The 'Scherzo' was light and detailed, whilst the  ‘Nocturne’ sent a tingle down the spine, and the ‘March’ was played with a measured sense of Edwardian pomp. It came as no surprise that the band picked up individual awards for basses and trombone, although on this occasion it would be unfair just to spotlight those individuals above others. This was an ensemble performance of the highest merit.

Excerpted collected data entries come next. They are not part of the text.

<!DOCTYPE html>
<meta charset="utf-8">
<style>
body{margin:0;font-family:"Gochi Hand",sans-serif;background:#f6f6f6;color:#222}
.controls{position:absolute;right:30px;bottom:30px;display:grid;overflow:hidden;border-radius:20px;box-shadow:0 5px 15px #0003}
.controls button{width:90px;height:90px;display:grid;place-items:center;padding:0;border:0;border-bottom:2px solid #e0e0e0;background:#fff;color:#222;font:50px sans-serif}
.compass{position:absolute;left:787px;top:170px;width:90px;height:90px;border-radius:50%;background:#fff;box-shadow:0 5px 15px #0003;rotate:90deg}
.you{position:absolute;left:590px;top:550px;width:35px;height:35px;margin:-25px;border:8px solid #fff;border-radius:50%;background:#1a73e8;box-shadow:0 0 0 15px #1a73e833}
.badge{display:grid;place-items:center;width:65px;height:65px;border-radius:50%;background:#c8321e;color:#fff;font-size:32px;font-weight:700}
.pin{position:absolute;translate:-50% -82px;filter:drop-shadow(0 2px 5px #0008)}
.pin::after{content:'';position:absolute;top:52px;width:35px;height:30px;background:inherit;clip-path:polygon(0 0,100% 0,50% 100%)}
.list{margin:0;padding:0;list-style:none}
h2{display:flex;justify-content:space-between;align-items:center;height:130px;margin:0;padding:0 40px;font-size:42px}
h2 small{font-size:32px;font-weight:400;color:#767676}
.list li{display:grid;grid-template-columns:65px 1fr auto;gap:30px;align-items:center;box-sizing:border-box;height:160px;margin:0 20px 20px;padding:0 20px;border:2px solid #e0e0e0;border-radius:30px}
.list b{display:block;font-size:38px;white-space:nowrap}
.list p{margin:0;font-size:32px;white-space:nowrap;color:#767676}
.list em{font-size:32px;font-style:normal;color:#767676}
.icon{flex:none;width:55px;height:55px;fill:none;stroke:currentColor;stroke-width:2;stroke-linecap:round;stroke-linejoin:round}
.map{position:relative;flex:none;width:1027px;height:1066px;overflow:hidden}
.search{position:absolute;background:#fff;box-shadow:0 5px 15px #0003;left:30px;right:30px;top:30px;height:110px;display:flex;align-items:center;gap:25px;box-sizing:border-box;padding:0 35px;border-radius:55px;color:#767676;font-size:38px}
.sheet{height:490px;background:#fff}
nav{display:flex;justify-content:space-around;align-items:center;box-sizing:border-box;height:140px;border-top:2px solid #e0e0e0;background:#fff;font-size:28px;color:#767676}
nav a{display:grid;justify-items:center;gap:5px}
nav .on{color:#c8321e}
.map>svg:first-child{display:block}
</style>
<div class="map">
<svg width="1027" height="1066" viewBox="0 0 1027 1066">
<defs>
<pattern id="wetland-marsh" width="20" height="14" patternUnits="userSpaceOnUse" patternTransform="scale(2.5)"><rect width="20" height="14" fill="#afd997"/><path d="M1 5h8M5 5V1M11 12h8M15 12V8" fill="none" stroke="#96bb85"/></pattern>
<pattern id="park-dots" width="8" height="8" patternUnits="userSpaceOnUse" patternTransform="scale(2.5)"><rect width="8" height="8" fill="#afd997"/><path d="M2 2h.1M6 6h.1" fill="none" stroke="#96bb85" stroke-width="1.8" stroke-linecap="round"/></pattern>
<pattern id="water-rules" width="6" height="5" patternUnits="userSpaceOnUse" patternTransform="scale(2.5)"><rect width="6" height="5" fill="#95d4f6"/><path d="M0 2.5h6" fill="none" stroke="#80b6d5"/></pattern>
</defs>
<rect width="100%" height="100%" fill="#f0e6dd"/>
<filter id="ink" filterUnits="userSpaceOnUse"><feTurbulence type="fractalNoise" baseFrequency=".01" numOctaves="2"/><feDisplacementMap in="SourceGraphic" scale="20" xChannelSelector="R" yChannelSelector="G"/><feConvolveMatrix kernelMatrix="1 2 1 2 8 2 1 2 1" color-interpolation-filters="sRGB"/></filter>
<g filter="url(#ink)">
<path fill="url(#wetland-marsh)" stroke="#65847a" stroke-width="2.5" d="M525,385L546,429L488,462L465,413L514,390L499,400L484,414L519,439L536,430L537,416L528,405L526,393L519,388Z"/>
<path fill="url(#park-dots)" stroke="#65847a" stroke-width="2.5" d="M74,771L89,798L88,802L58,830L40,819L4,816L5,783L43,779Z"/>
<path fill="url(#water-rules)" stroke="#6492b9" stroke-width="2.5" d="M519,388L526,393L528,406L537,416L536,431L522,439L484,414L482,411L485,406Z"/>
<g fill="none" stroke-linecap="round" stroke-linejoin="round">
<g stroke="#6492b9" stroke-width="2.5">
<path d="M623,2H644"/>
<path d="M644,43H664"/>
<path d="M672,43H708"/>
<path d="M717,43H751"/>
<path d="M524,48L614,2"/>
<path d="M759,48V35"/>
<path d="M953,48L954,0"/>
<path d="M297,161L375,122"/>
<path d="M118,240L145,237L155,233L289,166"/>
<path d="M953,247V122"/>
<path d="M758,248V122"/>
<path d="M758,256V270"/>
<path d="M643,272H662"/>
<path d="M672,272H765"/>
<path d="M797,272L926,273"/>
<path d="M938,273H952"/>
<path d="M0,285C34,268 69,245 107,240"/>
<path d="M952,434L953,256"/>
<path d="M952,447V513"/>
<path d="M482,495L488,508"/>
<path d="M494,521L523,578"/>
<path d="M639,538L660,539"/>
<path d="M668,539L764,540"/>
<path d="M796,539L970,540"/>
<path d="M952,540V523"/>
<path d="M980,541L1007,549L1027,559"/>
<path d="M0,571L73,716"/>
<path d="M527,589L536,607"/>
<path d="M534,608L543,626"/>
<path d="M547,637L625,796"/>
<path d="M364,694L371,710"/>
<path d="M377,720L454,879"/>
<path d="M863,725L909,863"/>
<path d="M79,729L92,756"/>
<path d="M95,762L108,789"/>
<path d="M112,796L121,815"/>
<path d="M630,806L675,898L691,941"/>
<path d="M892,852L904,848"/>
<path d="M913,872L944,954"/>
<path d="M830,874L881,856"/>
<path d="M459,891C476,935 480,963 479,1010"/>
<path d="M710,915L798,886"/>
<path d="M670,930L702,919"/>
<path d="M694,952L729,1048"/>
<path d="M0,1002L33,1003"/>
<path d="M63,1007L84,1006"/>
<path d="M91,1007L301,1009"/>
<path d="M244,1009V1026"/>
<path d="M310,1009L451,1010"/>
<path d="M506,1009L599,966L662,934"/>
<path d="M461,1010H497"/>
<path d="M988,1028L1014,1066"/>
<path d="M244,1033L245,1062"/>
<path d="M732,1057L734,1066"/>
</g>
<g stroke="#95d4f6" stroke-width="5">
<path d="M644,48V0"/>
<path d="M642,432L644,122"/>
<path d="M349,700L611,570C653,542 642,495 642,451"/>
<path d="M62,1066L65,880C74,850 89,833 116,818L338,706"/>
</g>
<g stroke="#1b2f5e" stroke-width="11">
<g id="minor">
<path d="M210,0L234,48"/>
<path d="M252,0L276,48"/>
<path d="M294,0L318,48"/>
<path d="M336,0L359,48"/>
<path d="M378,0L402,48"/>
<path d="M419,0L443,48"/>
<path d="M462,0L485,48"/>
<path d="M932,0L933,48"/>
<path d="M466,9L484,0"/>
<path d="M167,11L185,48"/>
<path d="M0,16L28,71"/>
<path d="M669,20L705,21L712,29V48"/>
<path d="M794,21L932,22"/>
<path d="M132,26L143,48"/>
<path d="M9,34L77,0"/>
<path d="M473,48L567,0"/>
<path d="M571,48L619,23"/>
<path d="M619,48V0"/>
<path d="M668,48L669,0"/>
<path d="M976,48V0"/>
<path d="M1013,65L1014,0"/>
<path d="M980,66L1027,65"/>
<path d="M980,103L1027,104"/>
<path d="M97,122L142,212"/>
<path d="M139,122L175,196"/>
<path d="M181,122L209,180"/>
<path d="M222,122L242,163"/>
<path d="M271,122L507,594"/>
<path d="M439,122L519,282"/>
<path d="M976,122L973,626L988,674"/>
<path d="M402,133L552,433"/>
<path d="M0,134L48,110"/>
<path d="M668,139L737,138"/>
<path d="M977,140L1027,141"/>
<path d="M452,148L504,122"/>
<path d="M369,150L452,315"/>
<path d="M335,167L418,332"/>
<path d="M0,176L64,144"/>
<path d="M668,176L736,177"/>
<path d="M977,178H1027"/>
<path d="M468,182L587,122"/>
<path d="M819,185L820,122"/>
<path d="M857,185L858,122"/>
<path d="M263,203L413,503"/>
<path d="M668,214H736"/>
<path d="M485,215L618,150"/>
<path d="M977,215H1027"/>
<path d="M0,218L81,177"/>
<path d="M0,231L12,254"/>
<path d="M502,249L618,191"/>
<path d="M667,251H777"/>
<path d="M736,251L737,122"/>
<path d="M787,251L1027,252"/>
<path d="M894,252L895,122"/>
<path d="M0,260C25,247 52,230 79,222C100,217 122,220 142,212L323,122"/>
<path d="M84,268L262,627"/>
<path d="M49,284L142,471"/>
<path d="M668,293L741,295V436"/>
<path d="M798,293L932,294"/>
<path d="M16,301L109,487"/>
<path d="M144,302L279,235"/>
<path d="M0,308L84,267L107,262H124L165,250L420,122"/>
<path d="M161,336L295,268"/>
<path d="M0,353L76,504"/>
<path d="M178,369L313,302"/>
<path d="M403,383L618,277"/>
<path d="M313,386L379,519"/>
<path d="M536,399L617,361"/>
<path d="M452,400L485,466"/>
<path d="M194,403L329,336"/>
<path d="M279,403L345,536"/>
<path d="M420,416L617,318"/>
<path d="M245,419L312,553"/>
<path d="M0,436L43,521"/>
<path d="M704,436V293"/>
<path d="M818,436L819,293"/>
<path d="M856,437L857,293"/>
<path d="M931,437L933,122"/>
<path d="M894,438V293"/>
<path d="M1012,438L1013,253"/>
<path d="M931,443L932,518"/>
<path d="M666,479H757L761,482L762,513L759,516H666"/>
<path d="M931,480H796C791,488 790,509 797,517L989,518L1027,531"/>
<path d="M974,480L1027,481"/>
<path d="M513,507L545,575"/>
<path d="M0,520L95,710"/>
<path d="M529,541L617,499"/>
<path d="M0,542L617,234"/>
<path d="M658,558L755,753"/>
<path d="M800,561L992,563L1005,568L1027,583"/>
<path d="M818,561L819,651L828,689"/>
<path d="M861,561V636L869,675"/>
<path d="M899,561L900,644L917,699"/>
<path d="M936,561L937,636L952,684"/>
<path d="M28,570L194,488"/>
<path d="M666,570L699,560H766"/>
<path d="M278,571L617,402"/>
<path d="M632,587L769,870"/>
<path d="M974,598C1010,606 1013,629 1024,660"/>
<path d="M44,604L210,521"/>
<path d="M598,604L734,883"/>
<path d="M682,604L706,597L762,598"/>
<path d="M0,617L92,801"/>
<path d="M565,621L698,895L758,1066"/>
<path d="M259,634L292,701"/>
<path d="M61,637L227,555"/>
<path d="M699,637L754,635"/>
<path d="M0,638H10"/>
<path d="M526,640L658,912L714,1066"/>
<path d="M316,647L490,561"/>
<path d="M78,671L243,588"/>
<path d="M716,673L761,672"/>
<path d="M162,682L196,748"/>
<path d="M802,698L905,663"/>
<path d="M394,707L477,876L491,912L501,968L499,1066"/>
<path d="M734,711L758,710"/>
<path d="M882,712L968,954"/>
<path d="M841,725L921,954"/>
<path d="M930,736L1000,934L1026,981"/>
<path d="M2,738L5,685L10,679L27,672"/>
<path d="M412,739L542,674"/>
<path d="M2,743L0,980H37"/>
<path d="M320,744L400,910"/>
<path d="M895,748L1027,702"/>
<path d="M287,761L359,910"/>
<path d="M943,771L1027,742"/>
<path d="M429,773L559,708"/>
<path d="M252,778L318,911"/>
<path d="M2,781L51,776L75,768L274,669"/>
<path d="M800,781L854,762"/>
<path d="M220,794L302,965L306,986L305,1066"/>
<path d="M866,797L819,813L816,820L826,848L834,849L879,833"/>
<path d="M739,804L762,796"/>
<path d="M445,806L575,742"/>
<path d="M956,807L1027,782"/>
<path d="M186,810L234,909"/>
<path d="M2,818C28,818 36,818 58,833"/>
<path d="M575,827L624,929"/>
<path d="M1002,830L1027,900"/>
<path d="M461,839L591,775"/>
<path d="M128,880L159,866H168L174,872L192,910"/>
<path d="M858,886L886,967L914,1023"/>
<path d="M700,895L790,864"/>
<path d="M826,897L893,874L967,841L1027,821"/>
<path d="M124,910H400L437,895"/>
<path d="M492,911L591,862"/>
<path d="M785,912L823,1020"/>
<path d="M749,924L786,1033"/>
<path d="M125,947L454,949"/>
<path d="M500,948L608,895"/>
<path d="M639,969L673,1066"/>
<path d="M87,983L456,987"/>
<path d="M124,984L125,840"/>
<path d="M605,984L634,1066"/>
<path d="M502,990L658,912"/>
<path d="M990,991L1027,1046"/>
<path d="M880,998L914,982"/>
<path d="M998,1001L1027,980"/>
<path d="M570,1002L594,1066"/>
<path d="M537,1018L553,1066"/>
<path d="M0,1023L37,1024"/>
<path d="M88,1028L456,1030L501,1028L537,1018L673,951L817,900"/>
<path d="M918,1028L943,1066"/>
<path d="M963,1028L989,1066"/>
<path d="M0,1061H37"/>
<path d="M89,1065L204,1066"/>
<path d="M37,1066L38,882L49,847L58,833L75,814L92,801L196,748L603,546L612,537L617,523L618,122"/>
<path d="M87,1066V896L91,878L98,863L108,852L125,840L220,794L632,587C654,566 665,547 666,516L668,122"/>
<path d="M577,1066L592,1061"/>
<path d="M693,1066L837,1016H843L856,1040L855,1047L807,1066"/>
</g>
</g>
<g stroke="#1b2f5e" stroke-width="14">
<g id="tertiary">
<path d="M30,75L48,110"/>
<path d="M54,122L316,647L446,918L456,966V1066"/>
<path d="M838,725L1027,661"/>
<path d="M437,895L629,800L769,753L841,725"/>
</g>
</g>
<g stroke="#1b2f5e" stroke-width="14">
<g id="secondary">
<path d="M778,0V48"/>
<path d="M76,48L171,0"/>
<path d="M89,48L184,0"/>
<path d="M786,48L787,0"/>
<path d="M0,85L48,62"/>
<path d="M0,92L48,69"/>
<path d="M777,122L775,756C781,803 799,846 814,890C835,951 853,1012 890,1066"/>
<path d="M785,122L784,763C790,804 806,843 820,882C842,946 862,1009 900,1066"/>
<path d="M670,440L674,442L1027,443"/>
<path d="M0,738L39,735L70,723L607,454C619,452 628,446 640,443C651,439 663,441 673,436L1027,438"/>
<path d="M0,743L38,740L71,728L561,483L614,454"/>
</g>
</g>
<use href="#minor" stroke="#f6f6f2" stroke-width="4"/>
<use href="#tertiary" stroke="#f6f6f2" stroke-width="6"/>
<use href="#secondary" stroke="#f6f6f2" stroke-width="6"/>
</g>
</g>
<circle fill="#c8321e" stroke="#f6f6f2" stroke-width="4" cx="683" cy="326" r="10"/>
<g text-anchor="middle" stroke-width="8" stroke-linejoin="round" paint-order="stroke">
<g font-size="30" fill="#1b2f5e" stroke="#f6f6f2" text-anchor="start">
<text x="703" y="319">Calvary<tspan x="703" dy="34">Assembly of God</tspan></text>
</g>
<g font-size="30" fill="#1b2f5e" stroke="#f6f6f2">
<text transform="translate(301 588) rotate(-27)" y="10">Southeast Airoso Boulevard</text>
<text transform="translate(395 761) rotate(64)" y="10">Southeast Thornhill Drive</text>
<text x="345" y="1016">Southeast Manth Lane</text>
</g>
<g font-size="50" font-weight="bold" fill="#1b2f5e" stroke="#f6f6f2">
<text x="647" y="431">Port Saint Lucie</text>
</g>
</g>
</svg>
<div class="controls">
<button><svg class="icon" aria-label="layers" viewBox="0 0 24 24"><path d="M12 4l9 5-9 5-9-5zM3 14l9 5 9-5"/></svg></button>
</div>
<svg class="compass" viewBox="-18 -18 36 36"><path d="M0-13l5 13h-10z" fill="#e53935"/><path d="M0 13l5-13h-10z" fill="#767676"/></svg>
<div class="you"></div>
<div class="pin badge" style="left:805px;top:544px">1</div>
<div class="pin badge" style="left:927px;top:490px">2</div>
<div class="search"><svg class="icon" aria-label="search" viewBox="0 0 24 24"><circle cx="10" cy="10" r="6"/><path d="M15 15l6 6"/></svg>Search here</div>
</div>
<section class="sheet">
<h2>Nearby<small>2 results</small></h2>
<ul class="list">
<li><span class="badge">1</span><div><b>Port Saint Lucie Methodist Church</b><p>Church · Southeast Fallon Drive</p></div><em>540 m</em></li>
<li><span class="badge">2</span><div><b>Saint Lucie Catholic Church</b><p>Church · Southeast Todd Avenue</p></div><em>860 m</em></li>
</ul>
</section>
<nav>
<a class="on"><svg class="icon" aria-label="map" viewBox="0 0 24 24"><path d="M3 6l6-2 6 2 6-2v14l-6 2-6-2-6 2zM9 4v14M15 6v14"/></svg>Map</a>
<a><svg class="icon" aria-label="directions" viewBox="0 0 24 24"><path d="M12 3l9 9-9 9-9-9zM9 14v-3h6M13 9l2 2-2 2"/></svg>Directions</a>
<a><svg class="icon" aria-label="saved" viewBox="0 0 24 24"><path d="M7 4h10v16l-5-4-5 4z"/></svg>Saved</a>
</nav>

Richard later told 4BR that it was up there with some of his finest contest performances and he wasn’t exaggerating. On this form Barton will be one of the red hot favourites at Harrogate.

Lyrical


Wansbeck's Ashington Colliery
will join them there after delivering an authoritative reading that had more than enough about it to secure the runners-up position.  Although it did have the occasional mishap and unforced error, Steve Malcolm’s lyrical approach was very much from the same vein Richard Evans had sought, so it came as little surprise that it found favour with Kevin in the box.

Ashington
Heading to Harrogate for Wansbeck's sop player
Picture: Steve Jack


Shepherd's flock into third


Shepherd Group and Richard Wilton produced a hard working rendition to claim the final podium place. Although lacking that extra touch of polished finesse of the qualifiers it was still a performance of merit, with some notable individual and ensemble contributions, including winning the ‘Best Percussion’ award.  

If Harrogate had any thoughts about playing in their own back yard in September, they knew that on the day that wouldn’t come to fruition. It was a slightly hesitant performance that had extended periods when the music flowed and was secure, but was also interrupted by unforced errors to end in 4th place.

Degrees of difficulty

For the remaining three challengers though, ‘A Moorside Suite’ bared its 80 year old teeth, and whilst none were mauled to death, they left the Dolphin Centre with a few nasty marks in tender areas.

Flookburgh’s
well thought reading from John Iveson never gelled despite the good musical intentions, whilst Murton Colliery and Denis Noble will know that far too many individual insecurities cost them a chance of painting anything more than a very sketchy musical picture.

So too Durham Miners Association who struggled to overcome both the technical and musical obstacles that were laid out before them.

The legend's day

The day though belonged to Richard Evans.  His enthusiasm and hunger for contesting remains undiminished, especially when he gets the opportunity to revel in a work such as this. Ernest Keaton would have loved to have played under him on this day we are sure.